きりりと冴える冬の朝独特の気配を感じ、深みに沈んでいた良守の意識が、ぼんやりと淵まで上ってくる。自分の体温でまだあたたかな寝床で目を閉じたまま、寝ている間にすこしずれたらしい布団をしっかりとかけ直す。
今朝はだいぶ冷え込んだのか、布団から出ていた肩が冷たい。ぶるりとひとつ身震いをして、仄かに暖かい布団に安堵する。
しかし、なんだか狭い、いやなにかがおかしい。
どうして俺はこんなに布団の端にいるんだ?
どうして俺の肩は素肌がでているんだ?
どうして、俺以外の人の気配がするんだ?
「―――どうしてオマエがいるんだーー!!!」
恐る恐る開いた目に、写るはずのないひとの影。早朝の霞んだ意識と空気が、いっぺんに晴れた。
「ん……、おはよ……良守。」
まだ早くないか…と、目を閉じたまま、彼はくちの中でむにゃむにゃと呟いた。
寄り添い腕を回す彼の鳩尾に容赦無い一発をおみまいしてから、急いで寝床のそばに落ちていた冷えきった寝間着を着込む。寒いけれど無いよりはマシだ。

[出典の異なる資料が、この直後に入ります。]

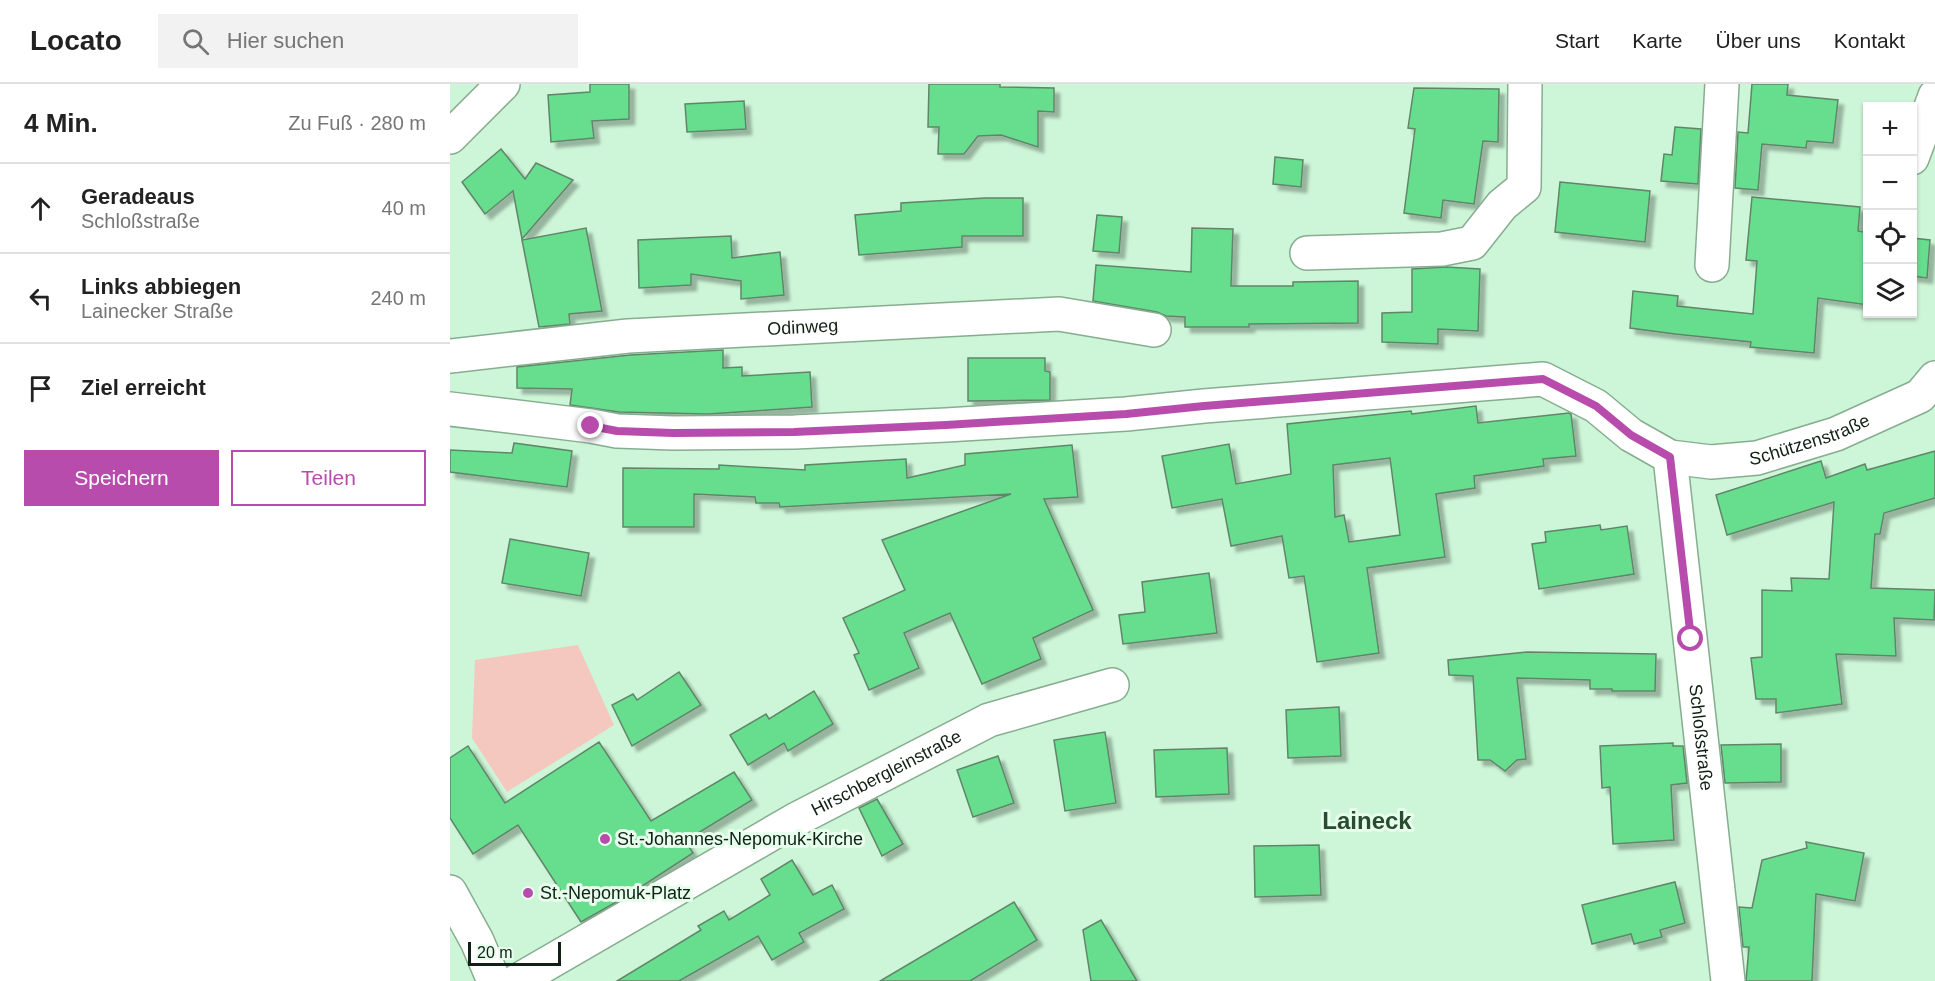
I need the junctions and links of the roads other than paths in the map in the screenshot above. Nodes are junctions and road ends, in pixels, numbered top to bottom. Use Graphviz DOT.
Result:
graph roads {
  1 [pos="503,84"];
  2 [pos="1524,84"];
  3 [pos="1722,84"];
  4 [pos="1935,96"];
  5 [pos="450,136"];
  6 [pos="1913,156"];
  7 [pos="1307,253"];
  8 [pos="1712,265"];
  9 [pos="1154,330"];
  10 [pos="450,356"];
  11 [pos="1930,390"];
  12 [pos="450,409"];
  13 [pos="1670,457"];
  14 [pos="1112,685"];
  15 [pos="450,892"];
  16 [pos="495,981"];
  17 [pos="517,981"];
  18 [pos="1728,981"];
  1 -- 5 [label="street"];
  2 -- 7 [label="street"];
  3 -- 8 [label="street"];
  4 -- 6 [label="street"];
  9 -- 10 [label="street, Odinweg"];
  11 -- 13 [label="street, Schützenstraße"];
  12 -- 13 [label="street"];
  13 -- 18 [label="street, Schloßstraße"];
  14 -- 17 [label="street, Hirschbergleinstraße"];
  15 -- 16 [label="street"];
}
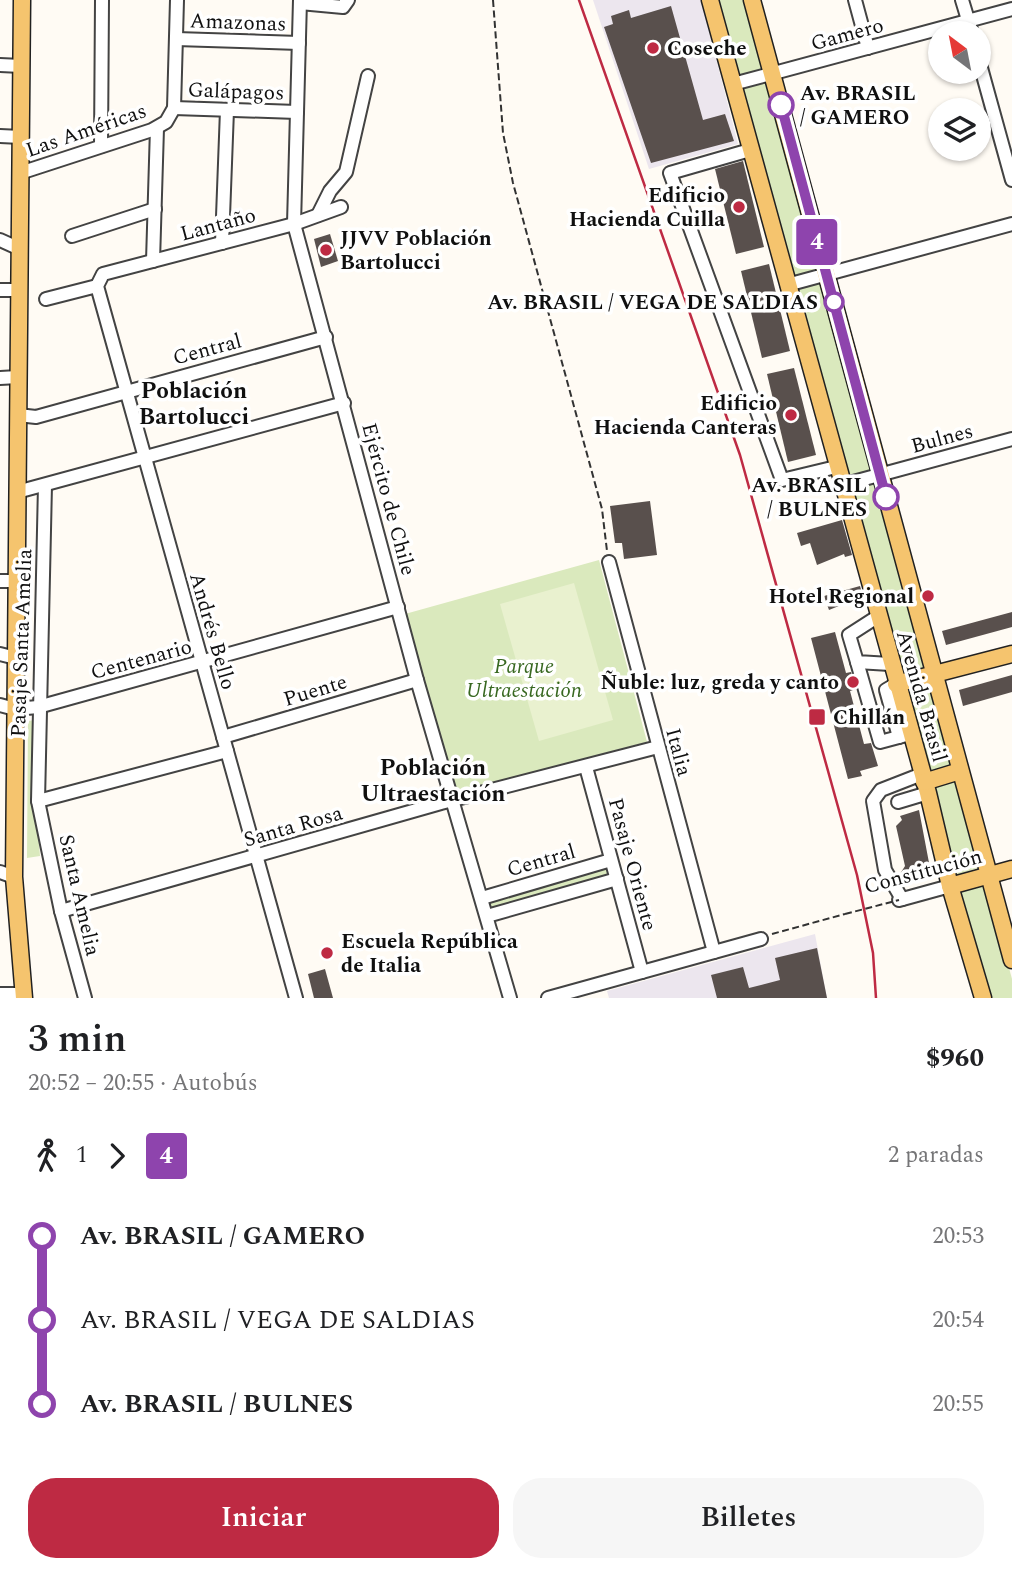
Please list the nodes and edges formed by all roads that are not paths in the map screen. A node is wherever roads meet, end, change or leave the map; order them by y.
1 (22, 0) edge
2 (102, 0) edge
3 (177, 0) edge
4 (348, 0) edge
5 (710, 0) edge
6 (752, 0) edge
7 (855, 0) edge
8 (962, 0) edge
9 (300, 2) edge
10 (1012, 9) edge
11 (968, 21) edge
12 (984, 21) edge
13 (928, 36) edge
14 (176, 39) junction
15 (299, 43) junction
16 (868, 48) junction
17 (0, 65) edge
18 (22, 66) junction
19 (772, 74) junction
20 (368, 76) dead end
21 (733, 84) junction
22 (985, 84) edge
23 (174, 108) junction
24 (226, 110) junction
25 (297, 113) junction
26 (157, 128) junction
27 (0, 136) edge
28 (21, 137) junction
29 (101, 146) junction
30 (750, 150) junction
31 (20, 173) junction
32 (1012, 180) edge
33 (341, 206) dead end
34 (155, 209) junction
35 (318, 215) junction
36 (294, 224) junction
37 (1012, 224) edge
38 (72, 236) dead end
39 (0, 240) edge
40 (222, 243) junction
41 (20, 249) junction
42 (153, 261) junction
43 (826, 274) junction
44 (100, 280) junction
45 (787, 285) junction
46 (0, 290) edge
47 (19, 290) junction
48 (46, 299) dead end
49 (326, 337) junction
50 (18, 377) junction
51 (0, 378) edge
52 (127, 392) junction
53 (344, 403) junction
54 (18, 415) junction
55 (1012, 439) edge
56 (145, 458) junction
57 (836, 467) junction
58 (880, 475) junction
59 (45, 485) junction
60 (842, 485) junction
61 (17, 492) junction
62 (609, 562) road end
63 (8, 581) edge
64 (398, 607) junction
65 (877, 617) junction
66 (1012, 654) edge
67 (8, 656) edge
68 (202, 662) junction
69 (857, 662) junction
70 (890, 664) junction
71 (934, 676) junction
72 (417, 680) junction
73 (895, 684) junction
74 (8, 707) edge
75 (38, 707) junction
76 (904, 735) junction
77 (223, 737) junction
78 (658, 747) junction
79 (227, 751) junction
80 (586, 767) junction
81 (960, 771) junction
82 (925, 783) junction
83 (452, 800) junction
84 (38, 802) junction
85 (898, 802) dead end
86 (257, 857) junction
87 (611, 860) junction
88 (1012, 869) edge
89 (7, 874) edge
90 (989, 875) junction
91 (617, 879) junction
92 (950, 886) junction
93 (482, 898) junction
94 (61, 911) junction
95 (487, 916) junction
96 (761, 939) road end
97 (714, 952) junction
98 (1012, 960) edge
99 (642, 972) junction
100 (592, 992) edge
101 (0, 994) edge
102 (24, 996) edge
103 (85, 998) edge
104 (296, 998) edge
105 (510, 998) edge
106 (548, 998) edge
107 (983, 998) edge

1 - 18 main road
2 - 29 street
3 - 14 street, Las Américas
4 - 9 street
5 - 21 main road, Avenida Brasil
6 - 19 main road, Avenida Brasil
7 - 16 street
8 - 11 street
9 - 15 street, Ejército de Chile
10 - 12 street, Gamero
13 - 16 street, Gamero
14 - 15 street, Amazonas
14 - 23 street, Las Américas
15 - 25 street, Ejército de Chile
16 - 19 street, Gamero
17 - 18 street
18 - 28 main road
19 - 21 street, Gamero
19 - 43 main road, Avenida Brasil
20 - 35 street
21 - 30 main road, Avenida Brasil
22 - 32 street
23 - 24 street, Galápagos
23 - 26 street, Las Américas
24 - 25 street, Galápagos
24 - 40 street
25 - 36 street, Ejército de Chile
26 - 29 street, Las Américas
26 - 34 street
27 - 28 street
28 - 31 main road
29 - 31 street, Las Américas
30 - 45 main road, Avenida Brasil
30 - 57 street
31 - 41 main road
33 - 35 street, Lantaño
34 - 38 street
34 - 42 street
35 - 36 street, Lantaño
36 - 40 street, Lantaño
36 - 49 street, Ejército de Chile
37 - 43 street
39 - 41 street
40 - 42 street, Lantaño
41 - 47 main road
42 - 44 street, Lantaño
43 - 45 street
43 - 58 main road, Avenida Brasil
44 - 48 street, Lantaño
44 - 52 street, Andrés Bello
45 - 57 main road, Avenida Brasil
46 - 47 street
47 - 50 main road
49 - 52 street, Central
49 - 53 street, Ejército de Chile
50 - 51 street
50 - 54 main road
52 - 54 street, Central
52 - 56 street, Andrés Bello
53 - 56 street
53 - 64 street, Ejército de Chile
54 - 61 main road
55 - 58 street, Bulnes
56 - 59 street
56 - 68 street, Andrés Bello
57 - 60 main road, Avenida Brasil
58 - 60 street, Bulnes
58 - 71 main road, Avenida Brasil
59 - 61 street
59 - 75 street, Pasaje Santa Amelia
60 - 65 main road, Avenida Brasil
61 - 63 main road
62 - 78 street, Italia
63 - 67 main road
64 - 68 street, Centenario
64 - 72 street, Ejército de Chile
65 - 69 street
65 - 70 main road, Avenida Brasil
66 - 71 main road
67 - 74 main road
68 - 75 street, Centenario
68 - 77 street, Andrés Bello
69 - 70 street
69 - 76 street
70 - 73 main road, Avenida Brasil
71 - 73 main road
71 - 81 main road, Avenida Brasil
72 - 77 street, Puente
72 - 83 street, Ejército de Chile
73 - 76 main road, Avenida Brasil
74 - 75 street, Centenario
74 - 89 main road
75 - 84 street, Pasaje Santa Amelia
76 - 82 main road, Avenida Brasil
77 - 79 street, Andrés Bello
78 - 80 street, Santa Rosa
78 - 97 street, Italia
79 - 84 street
79 - 86 street, Andrés Bello
80 - 83 street, Santa Rosa
80 - 87 street, Pasaje Oriente
81 - 82 main road
81 - 90 main road, Avenida Brasil
82 - 85 street
82 - 92 main road, Avenida Brasil
82 - 92 street, Constitución
83 - 86 street, Santa Rosa
83 - 93 street, Ejército de Chile
84 - 94 street, Santa Amelia
86 - 94 street, Santa Rosa
86 - 104 street, Andrés Bello
87 - 91 street, Pasaje Oriente
87 - 93 street, Central
88 - 90 main road, Constitución
89 - 102 main road
90 - 92 main road, Constitución
90 - 98 main road, Avenida Brasil
91 - 95 street, Central
91 - 99 street, Pasaje Oriente
92 - 107 main road, Avenida Brasil
93 - 95 street, Ejército de Chile
94 - 103 street, Santa Amelia
95 - 105 street, Ejército de Chile
96 - 97 street
97 - 99 street
99 - 100 street
100 - 106 street
101 - 102 street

う、とか、むぐ、とか言いながら青い顔をして蹲っている兄へ振り返って、布団を奪い取る。
「なんでてめーがいんだ!しかもなんで脱いでんだ!」
言いつつ兄を寝床から蹴飛ばして、もう一度布団に入り直す。まだ起きるには早い時間だった。
おれの貴重な睡眠時間を奪いやがって、と転がる兄に背を向けて横になる。
騒動で冷えた体にほんのりとした温もりがしみた。